Dies ist wohl die poetischste, zarteste, glasperlenbunteste, sanfteste und lebensbejahendste Protestaktion gegen Ausbeutung, Kolonialismus, gegen alltägliche Gewalt, Herabwürdigung und Verfolgung von Andersdenkenden und – Lebenden, die man derzeit in Frankfurt, Hessen, in deutschen Museen besuchen kann: Stephanie Comilangs zutiefst menschenwürdige Kunstaktion in der Schirn. Fast kann man sich beglückwünschen, dass es sich die Schirn zur Verpflichtung gemacht hat, das jeweilige Gastland der Buchmesse – diesmal waren es Philippinen – auch künstlerisch zu präsentieren, denn dies ist ein Glücksgriff, eindeutig.
Die kanadisch-philippinische Stephanie Comilang (*1980) bespielt die kleinere Halle 2, über deren herausfordernde aber auch zauberhafte Industrieanmutung die Kuratorin Martina Weinhart nur ins Schwärmen gerät, was man gut nachvollziehen kann, passt diese Architektur doch hervorragend zur zeitgenössischen Kunst – und man mag den Besetzer*innen der Dondorf-Druckerei nochmals nachdrücklich für ihre Ausdauer danken. Die Schirn an diesem Standort, fast wünscht man sich eine längere Verweildauer.

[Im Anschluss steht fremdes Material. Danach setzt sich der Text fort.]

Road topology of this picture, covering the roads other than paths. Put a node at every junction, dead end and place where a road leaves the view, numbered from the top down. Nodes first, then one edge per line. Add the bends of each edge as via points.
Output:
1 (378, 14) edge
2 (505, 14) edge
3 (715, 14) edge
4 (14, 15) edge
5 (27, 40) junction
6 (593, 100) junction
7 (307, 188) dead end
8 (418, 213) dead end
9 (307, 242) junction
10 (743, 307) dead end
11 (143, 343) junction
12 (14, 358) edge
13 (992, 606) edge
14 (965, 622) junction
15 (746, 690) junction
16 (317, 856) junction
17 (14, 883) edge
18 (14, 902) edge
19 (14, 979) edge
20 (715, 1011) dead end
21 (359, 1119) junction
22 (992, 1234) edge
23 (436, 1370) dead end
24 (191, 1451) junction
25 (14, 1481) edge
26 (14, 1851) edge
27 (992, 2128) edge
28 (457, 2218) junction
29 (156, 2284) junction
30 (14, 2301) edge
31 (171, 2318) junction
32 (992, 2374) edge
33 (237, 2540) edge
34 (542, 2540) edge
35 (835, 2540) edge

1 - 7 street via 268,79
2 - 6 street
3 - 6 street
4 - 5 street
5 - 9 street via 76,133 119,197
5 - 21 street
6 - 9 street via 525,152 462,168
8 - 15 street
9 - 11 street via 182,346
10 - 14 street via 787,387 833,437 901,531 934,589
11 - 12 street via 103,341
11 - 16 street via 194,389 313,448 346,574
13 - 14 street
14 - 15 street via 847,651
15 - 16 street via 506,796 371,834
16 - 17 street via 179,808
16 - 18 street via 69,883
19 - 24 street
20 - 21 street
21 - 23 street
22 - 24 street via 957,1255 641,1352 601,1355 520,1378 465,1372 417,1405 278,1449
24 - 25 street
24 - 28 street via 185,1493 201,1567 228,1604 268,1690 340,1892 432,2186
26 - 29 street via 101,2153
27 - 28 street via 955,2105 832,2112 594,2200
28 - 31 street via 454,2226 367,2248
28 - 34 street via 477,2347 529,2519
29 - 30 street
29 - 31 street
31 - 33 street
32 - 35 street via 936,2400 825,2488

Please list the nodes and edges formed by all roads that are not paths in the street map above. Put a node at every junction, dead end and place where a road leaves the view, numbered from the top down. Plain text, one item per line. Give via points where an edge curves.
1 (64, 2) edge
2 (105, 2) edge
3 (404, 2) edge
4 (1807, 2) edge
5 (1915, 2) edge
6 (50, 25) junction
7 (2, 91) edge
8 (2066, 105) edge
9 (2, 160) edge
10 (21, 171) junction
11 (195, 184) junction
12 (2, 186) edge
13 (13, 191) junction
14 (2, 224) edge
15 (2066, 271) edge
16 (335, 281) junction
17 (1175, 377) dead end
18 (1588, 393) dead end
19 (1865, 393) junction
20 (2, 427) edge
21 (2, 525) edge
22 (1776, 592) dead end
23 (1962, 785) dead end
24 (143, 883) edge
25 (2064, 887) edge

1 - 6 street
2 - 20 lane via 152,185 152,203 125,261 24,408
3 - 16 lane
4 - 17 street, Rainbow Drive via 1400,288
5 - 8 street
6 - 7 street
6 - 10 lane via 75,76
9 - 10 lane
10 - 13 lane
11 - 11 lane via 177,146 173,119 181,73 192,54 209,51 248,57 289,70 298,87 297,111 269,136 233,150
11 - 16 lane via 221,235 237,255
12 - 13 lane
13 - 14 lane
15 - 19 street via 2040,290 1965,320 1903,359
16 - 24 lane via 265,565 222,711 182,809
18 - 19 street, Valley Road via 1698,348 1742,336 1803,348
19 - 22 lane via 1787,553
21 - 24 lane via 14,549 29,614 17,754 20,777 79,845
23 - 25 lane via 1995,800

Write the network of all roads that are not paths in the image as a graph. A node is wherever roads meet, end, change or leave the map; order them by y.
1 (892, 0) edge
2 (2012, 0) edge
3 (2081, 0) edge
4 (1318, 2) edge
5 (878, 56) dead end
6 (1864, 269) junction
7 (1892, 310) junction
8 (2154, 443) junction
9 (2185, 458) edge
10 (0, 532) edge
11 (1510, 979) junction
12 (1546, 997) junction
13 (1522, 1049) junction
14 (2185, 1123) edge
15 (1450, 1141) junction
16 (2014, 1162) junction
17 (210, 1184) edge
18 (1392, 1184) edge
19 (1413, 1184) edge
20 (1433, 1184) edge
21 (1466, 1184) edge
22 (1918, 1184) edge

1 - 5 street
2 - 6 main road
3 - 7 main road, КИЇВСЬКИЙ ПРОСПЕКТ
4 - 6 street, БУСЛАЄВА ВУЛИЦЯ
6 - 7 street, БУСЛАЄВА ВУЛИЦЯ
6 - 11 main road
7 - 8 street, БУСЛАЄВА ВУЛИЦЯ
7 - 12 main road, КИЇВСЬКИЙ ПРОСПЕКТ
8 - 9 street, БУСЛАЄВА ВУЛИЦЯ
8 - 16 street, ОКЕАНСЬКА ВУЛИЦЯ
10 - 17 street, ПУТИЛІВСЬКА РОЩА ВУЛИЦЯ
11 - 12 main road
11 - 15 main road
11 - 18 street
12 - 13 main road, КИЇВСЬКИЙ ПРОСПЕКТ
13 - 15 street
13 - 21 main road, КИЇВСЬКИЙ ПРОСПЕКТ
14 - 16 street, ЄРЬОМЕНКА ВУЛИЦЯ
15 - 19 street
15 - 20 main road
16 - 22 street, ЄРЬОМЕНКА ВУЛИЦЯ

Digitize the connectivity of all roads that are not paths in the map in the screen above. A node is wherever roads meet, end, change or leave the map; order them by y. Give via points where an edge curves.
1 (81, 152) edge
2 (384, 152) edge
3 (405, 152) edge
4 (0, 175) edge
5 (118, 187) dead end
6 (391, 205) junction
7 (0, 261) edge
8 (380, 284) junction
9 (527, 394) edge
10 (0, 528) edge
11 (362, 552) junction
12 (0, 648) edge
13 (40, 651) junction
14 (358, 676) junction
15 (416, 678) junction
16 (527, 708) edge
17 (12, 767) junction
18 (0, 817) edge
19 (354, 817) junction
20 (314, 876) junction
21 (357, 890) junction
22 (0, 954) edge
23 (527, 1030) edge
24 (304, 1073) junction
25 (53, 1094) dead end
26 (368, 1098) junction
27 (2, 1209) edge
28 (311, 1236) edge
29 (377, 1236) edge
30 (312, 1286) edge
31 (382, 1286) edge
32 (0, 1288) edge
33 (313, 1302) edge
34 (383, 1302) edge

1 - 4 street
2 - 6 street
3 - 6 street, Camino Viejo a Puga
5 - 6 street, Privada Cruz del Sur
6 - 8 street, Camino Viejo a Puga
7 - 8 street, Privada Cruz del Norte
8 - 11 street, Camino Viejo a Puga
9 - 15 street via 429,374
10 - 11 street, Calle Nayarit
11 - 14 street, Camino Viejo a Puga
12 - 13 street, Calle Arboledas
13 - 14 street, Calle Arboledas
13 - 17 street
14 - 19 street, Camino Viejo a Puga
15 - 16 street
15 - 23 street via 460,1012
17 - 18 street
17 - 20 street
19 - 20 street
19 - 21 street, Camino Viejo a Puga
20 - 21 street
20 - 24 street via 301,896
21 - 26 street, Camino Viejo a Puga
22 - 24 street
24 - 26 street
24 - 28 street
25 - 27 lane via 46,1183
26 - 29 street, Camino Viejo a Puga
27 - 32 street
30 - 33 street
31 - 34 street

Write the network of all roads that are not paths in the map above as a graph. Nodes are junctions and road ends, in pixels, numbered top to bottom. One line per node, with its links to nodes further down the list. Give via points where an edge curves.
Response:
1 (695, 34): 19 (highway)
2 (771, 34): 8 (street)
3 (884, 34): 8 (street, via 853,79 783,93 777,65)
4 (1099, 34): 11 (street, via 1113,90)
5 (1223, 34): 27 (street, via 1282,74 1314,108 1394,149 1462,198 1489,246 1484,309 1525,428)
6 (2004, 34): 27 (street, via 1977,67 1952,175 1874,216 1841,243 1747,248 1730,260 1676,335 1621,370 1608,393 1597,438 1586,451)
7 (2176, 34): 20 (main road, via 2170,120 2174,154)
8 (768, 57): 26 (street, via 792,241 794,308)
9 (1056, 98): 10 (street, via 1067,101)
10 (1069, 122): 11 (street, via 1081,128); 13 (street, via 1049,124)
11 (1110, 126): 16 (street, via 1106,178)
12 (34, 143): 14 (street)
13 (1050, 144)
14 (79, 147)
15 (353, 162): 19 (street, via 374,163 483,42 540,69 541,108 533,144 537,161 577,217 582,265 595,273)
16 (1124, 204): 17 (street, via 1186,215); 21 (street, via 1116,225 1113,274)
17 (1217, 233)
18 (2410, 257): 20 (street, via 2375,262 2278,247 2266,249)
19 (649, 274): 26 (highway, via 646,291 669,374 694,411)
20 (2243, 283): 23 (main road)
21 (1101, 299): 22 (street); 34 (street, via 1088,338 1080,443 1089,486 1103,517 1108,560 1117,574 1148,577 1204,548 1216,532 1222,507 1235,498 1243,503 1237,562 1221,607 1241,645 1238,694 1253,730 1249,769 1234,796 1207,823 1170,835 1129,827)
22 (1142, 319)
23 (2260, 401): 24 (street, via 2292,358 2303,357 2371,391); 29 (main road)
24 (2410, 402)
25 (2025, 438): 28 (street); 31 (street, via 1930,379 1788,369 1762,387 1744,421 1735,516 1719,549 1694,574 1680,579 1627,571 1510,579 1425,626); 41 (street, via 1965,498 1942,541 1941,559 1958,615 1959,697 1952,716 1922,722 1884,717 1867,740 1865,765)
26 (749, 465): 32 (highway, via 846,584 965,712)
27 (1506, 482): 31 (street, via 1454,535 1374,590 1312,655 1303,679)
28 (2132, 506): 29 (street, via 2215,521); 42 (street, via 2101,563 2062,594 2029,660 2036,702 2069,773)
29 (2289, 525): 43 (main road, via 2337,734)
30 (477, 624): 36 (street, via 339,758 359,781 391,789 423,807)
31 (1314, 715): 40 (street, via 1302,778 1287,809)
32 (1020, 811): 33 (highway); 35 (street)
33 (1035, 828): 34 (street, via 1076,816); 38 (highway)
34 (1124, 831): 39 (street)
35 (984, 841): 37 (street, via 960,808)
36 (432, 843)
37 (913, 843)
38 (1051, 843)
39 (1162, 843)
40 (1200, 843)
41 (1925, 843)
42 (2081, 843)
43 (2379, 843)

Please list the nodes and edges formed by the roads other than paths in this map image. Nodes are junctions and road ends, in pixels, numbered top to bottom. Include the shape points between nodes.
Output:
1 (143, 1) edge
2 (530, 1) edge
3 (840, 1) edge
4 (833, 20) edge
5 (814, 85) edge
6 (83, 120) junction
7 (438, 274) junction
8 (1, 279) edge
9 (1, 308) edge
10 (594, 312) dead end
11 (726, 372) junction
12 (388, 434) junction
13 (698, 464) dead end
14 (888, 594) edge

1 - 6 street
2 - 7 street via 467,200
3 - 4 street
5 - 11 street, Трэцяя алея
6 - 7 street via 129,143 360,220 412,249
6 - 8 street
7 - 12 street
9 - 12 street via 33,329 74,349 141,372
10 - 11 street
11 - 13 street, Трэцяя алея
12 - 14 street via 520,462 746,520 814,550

Stephanie Comilang setzt dort an, wo ihre Ansicht nach alles ansetzen sollte: beim Zuhören. Ihre profunden Kenntnisse über Kolonialismus und seine Folgen, über Ausbeutung in herabwürdigenden Arbeitssituationen, (z.B. von philippinischen Hausangestellten in Dubai, Katar, Saudi-Arabien) über Heimatlosigkeit, Ausbeutung von natürlichen Ressourcen, Vernichtung von Lebensgrundlagen ganzer indigener Gemeinden, z.B. der Badjao, Umweltzerstörung – sie wären einer Doktorarbeit würdig. Man könnte kirre werden angesichts der Fakten, die sie gesammelt hat – aber was sie daraus macht, ist einfach nur stark und wunderschön, eine Hommage an ihre Heimat, an die Menschen dort, die sich auch unter widrigsten Bedingungen einzurichten wissen. Man muss sich nur die Namen der Präsidenten vergegenwärtigen, die in den Philippinen regierten: Marcos, Duterte, Marcos – schlimmste Menschenrechtsverletzungen inklusive.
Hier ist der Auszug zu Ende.